** GIVEN ENTRIES follows **
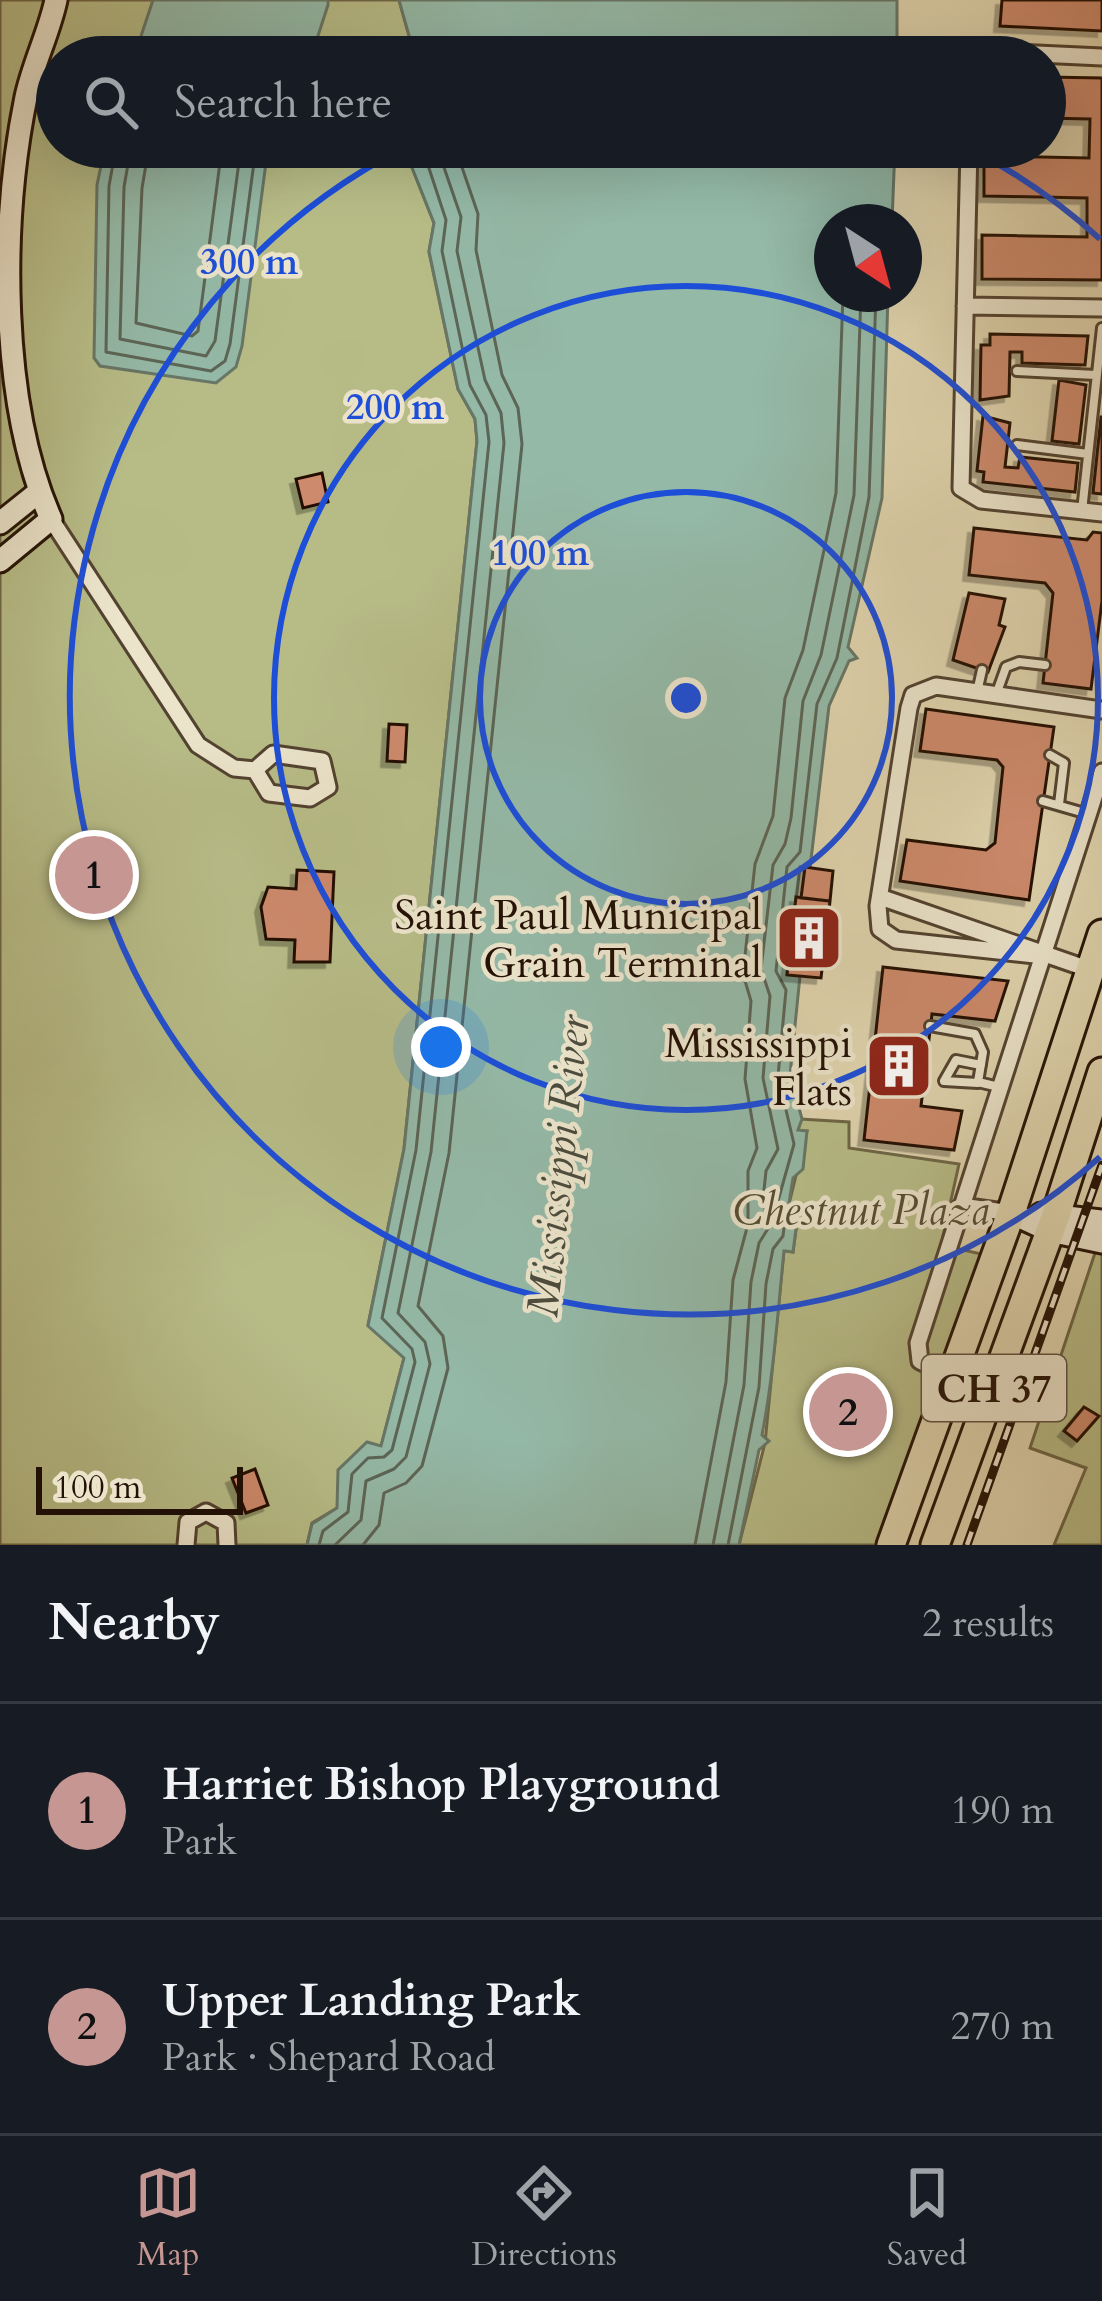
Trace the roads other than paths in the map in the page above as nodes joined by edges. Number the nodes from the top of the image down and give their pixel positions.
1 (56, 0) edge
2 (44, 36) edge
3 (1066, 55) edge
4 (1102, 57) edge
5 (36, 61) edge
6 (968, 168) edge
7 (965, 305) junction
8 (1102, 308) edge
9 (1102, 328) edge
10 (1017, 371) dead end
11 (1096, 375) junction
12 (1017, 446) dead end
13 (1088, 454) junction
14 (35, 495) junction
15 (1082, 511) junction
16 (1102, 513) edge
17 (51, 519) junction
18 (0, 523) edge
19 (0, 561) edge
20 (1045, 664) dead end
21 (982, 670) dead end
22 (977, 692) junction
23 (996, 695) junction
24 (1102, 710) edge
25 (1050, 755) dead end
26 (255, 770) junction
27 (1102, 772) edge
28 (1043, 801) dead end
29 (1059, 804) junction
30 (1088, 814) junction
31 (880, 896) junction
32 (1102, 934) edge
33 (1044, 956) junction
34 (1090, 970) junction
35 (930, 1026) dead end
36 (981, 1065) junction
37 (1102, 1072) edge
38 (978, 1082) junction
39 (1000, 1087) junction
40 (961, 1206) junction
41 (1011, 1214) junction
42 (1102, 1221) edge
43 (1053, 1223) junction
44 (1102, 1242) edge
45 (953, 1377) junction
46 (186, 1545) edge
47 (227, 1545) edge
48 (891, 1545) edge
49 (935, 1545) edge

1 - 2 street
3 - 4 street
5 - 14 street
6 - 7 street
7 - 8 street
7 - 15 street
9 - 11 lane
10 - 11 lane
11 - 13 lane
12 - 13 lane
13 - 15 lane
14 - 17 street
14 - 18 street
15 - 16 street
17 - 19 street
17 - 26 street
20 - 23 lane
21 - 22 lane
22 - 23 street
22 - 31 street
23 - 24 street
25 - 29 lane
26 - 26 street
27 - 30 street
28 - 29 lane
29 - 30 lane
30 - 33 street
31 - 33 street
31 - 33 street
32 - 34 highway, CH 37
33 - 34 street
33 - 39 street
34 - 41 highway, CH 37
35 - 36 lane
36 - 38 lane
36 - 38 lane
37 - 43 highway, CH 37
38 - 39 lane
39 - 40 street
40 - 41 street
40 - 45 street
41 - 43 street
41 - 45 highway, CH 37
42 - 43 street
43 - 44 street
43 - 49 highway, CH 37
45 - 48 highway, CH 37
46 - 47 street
** End of GIVEN ENTRIES **
▸ PROBLEM TO WORK ON
Pick out, from the lines above, every one that contains the string "highway".

▸ WORKED SOLUTION
32 - 34 highway, CH 37
34 - 41 highway, CH 37
37 - 43 highway, CH 37
41 - 45 highway, CH 37
43 - 49 highway, CH 37
45 - 48 highway, CH 37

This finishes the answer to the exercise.